First and only SA black female aircraft engineer flies high

Lefentse Phokwane, the first and only woman to be appointed as an aircraft maintenance engineer at South African Airways (SAA).
Lefentse Phokwane, the first and only woman to be appointed as an aircraft maintenance engineer at South African Airways (SAA).
Image: Supplied.

Lefentse Phokwane (31) is the first and only woman to be appointed as an aircraft maintenance engineer specialising in non-destructive testing inspection at South African Airways (SAA) Technical.

SAA Technical is responsible for full-service maintenance, repair and overhaul of the airline’s aircraft.

Growing up in Vosloorus in Ekurhuleni, Phokwane aspired to become a chemical engineer but ended up studying for a Diploma in Non-Destructive Testing at the Vaal University of Technology (VUT).

“When I applied for admission at VUT, I was told there was no longer space for first-year students who wanted to enrol for chemical engineering. I was advised to register for non-destructive testing,” she said.

Phokwane initially knew nothing about this specialisation and despite being told that if someone dropped out, she could switch to chemical engineering, she had found her calling.

After obtaining her qualification, Phokwane applied for an apprenticeship at SAA Technical in 2009 and completed her trade test in 2012. She became an aircraft engineer in avionics.

“I was then appointed as an aircraft maintenance engineer specialising in non-destructive testing inspection,” she said.

As part of her job, she performs detailed inspections on aircraft and aircraft components, using various specialised techniques of inspection to look for cracks and defects that are not visible to the naked eye but which could cause damage to or malfunction of the aircraft.  

Like vehicles, an aircraft needs to be regularly serviced for it to function properly and to transport passengers safely.

“One of the most fulfilling rewards for me is to see an aircraft I have worked on take-off, defect-free, and know that my signature is there among the many talented, committed and passionate men and women who also worked on it,” she said.

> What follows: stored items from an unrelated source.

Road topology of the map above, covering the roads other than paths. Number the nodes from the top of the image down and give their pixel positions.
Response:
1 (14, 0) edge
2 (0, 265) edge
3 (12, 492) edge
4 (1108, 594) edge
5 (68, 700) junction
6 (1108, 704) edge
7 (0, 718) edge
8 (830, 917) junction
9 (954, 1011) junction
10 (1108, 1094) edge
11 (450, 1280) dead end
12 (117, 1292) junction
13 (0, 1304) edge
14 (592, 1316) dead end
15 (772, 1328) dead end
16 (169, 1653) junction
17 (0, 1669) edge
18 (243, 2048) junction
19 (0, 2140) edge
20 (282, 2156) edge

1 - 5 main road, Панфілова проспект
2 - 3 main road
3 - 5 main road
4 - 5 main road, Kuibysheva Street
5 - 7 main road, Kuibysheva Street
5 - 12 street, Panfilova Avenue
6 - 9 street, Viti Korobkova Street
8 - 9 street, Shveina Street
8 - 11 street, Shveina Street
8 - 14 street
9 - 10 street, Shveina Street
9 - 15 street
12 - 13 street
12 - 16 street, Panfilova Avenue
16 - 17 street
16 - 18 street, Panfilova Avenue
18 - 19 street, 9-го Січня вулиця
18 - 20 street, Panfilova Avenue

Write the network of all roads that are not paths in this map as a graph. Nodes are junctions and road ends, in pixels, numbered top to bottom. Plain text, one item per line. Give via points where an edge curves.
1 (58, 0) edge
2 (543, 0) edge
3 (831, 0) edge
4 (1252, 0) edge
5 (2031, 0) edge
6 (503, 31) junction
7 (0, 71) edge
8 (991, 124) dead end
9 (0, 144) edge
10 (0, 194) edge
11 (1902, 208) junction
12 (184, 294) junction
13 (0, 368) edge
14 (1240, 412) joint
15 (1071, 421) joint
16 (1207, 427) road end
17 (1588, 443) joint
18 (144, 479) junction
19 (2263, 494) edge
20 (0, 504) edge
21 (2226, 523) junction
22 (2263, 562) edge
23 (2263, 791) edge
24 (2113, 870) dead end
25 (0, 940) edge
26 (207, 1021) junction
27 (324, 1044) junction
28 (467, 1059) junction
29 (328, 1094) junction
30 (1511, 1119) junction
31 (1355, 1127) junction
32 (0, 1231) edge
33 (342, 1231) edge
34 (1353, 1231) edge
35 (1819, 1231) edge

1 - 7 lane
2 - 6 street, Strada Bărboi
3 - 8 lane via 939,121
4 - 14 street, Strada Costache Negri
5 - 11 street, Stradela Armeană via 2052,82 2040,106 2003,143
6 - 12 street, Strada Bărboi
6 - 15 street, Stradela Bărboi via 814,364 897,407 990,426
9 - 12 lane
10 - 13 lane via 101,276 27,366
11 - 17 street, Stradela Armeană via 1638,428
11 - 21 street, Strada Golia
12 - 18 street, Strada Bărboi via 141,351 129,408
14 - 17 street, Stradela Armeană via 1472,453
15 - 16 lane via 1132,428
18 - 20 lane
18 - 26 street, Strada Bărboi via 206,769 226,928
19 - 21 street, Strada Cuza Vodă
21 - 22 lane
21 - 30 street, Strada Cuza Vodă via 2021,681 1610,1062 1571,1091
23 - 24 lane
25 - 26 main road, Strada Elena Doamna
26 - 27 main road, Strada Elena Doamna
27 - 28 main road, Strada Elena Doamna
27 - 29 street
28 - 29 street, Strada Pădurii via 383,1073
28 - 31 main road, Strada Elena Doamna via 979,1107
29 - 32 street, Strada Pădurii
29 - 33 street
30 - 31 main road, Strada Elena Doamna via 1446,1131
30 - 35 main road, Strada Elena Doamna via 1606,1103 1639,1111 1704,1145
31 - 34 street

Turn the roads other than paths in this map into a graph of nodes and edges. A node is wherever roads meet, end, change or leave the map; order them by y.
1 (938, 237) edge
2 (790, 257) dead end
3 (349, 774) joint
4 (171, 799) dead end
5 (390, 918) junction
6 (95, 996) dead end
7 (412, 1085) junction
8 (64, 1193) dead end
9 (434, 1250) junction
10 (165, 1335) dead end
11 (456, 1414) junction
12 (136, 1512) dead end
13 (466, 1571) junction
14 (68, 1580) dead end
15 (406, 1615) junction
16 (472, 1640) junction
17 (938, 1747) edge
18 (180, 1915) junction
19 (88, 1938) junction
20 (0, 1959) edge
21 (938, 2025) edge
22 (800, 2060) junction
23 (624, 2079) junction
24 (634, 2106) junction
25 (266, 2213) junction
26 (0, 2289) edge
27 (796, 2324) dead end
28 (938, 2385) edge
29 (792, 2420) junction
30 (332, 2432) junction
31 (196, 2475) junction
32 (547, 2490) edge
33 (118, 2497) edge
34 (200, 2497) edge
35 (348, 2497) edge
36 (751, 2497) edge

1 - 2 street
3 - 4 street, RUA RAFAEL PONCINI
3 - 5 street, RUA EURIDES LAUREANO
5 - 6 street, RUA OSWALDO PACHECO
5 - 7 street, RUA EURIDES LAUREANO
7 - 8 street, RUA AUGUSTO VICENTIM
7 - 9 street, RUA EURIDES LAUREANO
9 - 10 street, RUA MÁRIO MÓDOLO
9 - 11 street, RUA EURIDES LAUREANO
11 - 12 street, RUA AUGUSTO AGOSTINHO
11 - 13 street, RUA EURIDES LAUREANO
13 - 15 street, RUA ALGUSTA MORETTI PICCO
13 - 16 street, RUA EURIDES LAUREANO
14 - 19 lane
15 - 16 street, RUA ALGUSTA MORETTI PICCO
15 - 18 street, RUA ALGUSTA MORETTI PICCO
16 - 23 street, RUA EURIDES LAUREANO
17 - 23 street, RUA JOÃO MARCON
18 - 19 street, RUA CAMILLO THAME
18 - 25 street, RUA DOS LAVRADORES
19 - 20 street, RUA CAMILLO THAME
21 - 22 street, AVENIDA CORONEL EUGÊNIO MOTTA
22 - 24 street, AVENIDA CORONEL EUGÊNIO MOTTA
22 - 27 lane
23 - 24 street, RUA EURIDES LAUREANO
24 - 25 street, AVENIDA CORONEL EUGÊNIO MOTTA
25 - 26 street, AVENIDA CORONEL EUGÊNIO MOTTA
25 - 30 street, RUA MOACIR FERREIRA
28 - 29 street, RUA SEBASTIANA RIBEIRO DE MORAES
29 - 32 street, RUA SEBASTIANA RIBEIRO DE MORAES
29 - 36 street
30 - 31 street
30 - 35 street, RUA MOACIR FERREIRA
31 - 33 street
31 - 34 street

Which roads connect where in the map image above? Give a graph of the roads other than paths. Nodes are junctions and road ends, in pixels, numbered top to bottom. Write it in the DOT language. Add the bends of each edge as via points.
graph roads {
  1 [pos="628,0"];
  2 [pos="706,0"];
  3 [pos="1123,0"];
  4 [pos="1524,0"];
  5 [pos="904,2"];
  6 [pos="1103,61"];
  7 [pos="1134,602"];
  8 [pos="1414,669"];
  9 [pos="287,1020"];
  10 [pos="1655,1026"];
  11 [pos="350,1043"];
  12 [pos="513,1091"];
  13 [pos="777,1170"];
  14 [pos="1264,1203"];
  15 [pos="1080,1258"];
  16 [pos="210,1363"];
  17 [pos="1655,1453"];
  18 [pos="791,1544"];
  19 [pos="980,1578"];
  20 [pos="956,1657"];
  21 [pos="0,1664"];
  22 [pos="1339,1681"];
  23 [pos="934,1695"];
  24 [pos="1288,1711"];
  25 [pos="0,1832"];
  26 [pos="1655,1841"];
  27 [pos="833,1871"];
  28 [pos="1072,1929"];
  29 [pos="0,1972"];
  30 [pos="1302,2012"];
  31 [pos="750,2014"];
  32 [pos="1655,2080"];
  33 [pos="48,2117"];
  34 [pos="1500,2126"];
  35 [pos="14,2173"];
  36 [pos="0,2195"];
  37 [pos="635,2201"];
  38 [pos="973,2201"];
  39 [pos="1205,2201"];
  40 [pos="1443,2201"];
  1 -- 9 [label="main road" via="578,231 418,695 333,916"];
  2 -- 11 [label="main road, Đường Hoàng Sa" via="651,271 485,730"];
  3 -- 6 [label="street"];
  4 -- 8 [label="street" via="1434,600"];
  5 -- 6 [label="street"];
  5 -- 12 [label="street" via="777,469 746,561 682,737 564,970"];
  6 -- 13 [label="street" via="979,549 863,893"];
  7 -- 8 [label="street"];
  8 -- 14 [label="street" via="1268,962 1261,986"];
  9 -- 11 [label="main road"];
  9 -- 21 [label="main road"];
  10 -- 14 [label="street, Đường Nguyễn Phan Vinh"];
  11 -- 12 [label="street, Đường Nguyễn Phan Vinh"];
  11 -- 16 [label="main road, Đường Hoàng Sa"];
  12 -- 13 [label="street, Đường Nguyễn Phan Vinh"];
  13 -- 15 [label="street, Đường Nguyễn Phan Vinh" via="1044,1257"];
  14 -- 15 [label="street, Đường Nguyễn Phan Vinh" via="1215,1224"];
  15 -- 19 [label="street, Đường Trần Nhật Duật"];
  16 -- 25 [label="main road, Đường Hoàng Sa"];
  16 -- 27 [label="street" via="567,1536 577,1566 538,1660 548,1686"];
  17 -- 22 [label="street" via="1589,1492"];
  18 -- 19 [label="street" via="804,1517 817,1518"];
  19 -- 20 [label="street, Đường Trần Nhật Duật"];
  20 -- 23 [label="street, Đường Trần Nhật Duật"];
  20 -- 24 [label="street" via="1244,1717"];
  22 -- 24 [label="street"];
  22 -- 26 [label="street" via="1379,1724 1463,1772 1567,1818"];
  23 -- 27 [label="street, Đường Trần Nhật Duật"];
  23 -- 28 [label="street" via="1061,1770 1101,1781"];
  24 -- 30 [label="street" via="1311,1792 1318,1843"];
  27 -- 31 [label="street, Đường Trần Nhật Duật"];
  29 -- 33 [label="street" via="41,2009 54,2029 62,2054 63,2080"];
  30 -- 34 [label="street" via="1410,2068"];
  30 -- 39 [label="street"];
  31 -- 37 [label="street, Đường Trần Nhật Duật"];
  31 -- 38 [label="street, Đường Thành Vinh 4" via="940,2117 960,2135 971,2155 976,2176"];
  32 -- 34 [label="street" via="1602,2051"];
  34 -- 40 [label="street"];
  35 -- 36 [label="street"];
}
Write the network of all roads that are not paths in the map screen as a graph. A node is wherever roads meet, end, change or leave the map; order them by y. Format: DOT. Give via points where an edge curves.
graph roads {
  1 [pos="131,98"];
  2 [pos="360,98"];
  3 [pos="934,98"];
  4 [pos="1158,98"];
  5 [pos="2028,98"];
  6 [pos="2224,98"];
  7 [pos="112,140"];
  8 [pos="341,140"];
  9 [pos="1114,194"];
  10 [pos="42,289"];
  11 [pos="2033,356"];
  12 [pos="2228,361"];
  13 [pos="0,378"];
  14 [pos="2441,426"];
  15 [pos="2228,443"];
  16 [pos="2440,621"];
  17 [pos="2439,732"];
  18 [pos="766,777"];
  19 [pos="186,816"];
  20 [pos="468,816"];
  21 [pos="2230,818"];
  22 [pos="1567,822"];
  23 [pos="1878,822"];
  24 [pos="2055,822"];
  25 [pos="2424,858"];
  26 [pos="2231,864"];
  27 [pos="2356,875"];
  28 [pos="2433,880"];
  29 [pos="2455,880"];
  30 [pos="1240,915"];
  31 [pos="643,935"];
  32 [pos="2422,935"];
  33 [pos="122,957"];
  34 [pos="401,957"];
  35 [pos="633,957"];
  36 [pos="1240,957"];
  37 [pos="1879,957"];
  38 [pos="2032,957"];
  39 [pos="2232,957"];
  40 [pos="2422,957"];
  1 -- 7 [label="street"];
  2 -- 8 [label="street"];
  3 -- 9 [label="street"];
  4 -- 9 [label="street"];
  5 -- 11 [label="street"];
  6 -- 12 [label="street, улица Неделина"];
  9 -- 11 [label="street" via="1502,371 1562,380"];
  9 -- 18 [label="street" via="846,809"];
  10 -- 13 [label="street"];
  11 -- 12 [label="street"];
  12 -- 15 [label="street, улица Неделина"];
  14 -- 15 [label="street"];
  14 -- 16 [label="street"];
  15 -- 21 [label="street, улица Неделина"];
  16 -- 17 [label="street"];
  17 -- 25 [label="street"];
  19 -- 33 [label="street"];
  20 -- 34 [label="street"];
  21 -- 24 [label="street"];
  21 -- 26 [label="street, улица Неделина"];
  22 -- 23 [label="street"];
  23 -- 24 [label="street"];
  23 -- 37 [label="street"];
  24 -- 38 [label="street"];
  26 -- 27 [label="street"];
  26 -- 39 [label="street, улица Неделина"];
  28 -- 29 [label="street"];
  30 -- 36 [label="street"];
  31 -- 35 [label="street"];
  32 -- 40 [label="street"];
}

“I cannot afford to miss any defects. I have to be at my optimum every day and remind myself that although I work with aircraft, people’s lives are what I have to keep in mind,” she added.

She has to develop herself constantly to stay on par with the rest of the engineers in her field because technology is always evolving.

One of the highlights of her career is recently attending training at Rolls-Royce, which is a British luxury car and aero-engine manufacturing business. The company has built a solid reputation for the development and manufacture of engines for defence and civil aircraft.

"According to their records, I am the third female in the world and the first one from Africa to receive this kind of training from their company. That is really humbling to know,” she said.

Phokwane has encouraged young people to consider this career path because non-destructive testing inspection is not as popular in South Africa as it is abroad, and that means there are job opportunities for qualified individuals.

She said the fact that she is still the only woman at SAA Technical doing this kind of work shows that graduates would be highly employable.  

Opportunities for young people

According to SAA head of media relations Tlali Tlali, SAA Technical recruits and trains about 150 apprentices and 30 interns annually. "All nine provinces are allocated an appropriate number of recruits to ensure that youth from across the country get equal opportunities to become aircraft artisans," said Tlali. He also said the apprentices and interns get trained as aircraft mechanics and aircraft electricians, radiotricians, instrumentation experts, welders, trimmers, spray-painters and structure workers.

Tlali said SAA Technical advertises the internships internally, as well as through all Offices of the Premier and with different training institutions, such as technical and vocational education and training colleges.

The recruitment process for the next intake has closed and interviews are now being conducted, said Tlali

“The first 100 apprentices will start on 16 October, and a second batch of 50 on 16 March 2020. We will not advertise for the March 2020 intake as we have acquired enough CVs for both intakes,” said Tlali. He added that the 30 interns, who already hold a tertiary qualification, will start on 16 November 2019.

You can visit the Premier’s Office in your province to find out about the next application period for apprentices and interns.